DATA EXTRACT =>
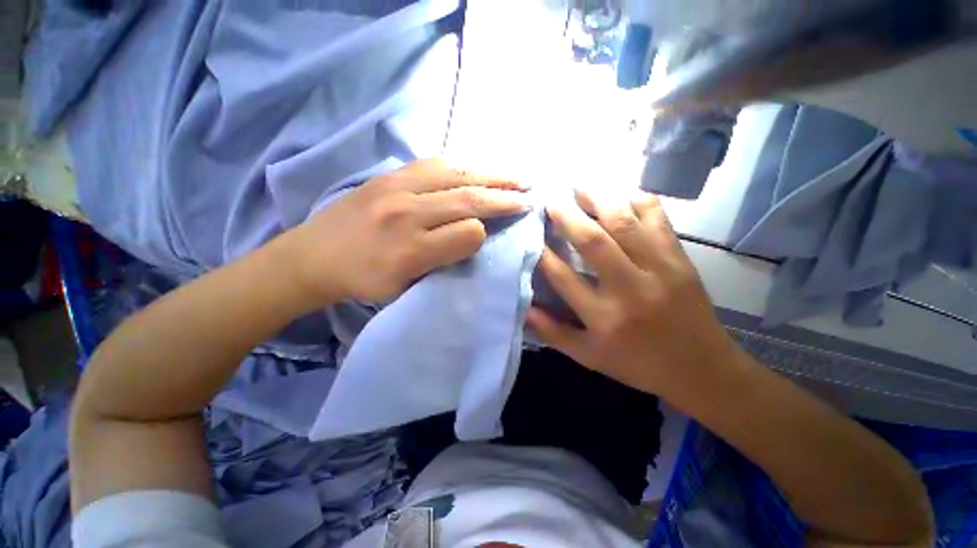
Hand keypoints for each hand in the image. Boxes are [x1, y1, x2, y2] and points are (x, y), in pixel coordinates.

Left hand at [283, 159, 530, 303]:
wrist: (311, 257)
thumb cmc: (361, 281)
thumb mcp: (403, 288)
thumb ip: (441, 262)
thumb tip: (472, 235)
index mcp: (410, 251)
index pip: (467, 233)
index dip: (485, 232)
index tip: (493, 233)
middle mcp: (406, 214)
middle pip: (467, 198)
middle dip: (503, 197)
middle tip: (530, 194)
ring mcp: (395, 188)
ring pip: (455, 174)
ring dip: (490, 174)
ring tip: (515, 176)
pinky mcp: (388, 175)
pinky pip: (433, 163)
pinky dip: (462, 165)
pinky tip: (477, 168)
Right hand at [526, 188, 738, 398]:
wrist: (703, 369)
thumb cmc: (639, 364)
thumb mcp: (590, 358)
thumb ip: (554, 334)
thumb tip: (524, 309)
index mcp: (604, 318)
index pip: (563, 277)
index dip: (543, 253)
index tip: (531, 235)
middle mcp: (630, 289)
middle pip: (593, 242)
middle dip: (567, 216)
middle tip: (551, 199)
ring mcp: (660, 270)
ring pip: (625, 223)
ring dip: (599, 198)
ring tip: (579, 185)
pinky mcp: (680, 259)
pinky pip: (659, 219)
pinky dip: (638, 199)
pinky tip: (621, 193)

WORK ITEM =>
Output the listing above in full and exactly, with pictures excluded.

EXPECTED ANSWER =>
Hand keypoints for each hand in the image. Boxes are [x1, y1, x2, y2] and points are (x, y), in pixel coordinates.

Left hand at [283, 159, 530, 303]:
wrist: (311, 257)
thumb cmc: (361, 281)
thumb mcp: (403, 288)
thumb ip: (441, 262)
thumb tip: (472, 235)
index mcp: (410, 251)
index pip: (467, 233)
index dip: (485, 232)
index tip: (493, 233)
middle mcp: (406, 214)
middle pip: (467, 198)
middle dip: (503, 197)
middle tip: (530, 194)
ring mcp: (395, 188)
ring pip: (455, 174)
ring dip: (490, 174)
ring tip: (515, 176)
pinky mcp: (388, 175)
pinky pip: (433, 163)
pinky dip: (462, 165)
pinky tip: (477, 168)
Right hand at [526, 188, 738, 398]:
wrist: (703, 369)
thumb cmc: (639, 364)
thumb mcp: (590, 358)
thumb ip: (554, 334)
thumb tip: (524, 309)
index mcp: (604, 318)
index pip: (563, 277)
index dip: (543, 253)
index tip: (531, 235)
middle mcp: (630, 289)
middle pip: (593, 242)
middle dip: (567, 216)
middle tip: (551, 199)
ring mcp: (660, 270)
ring pip: (625, 223)
ring dip: (599, 198)
ring tip: (579, 185)
pinky mcp: (680, 259)
pinky pip: (659, 219)
pinky dip: (638, 199)
pinky tip: (621, 193)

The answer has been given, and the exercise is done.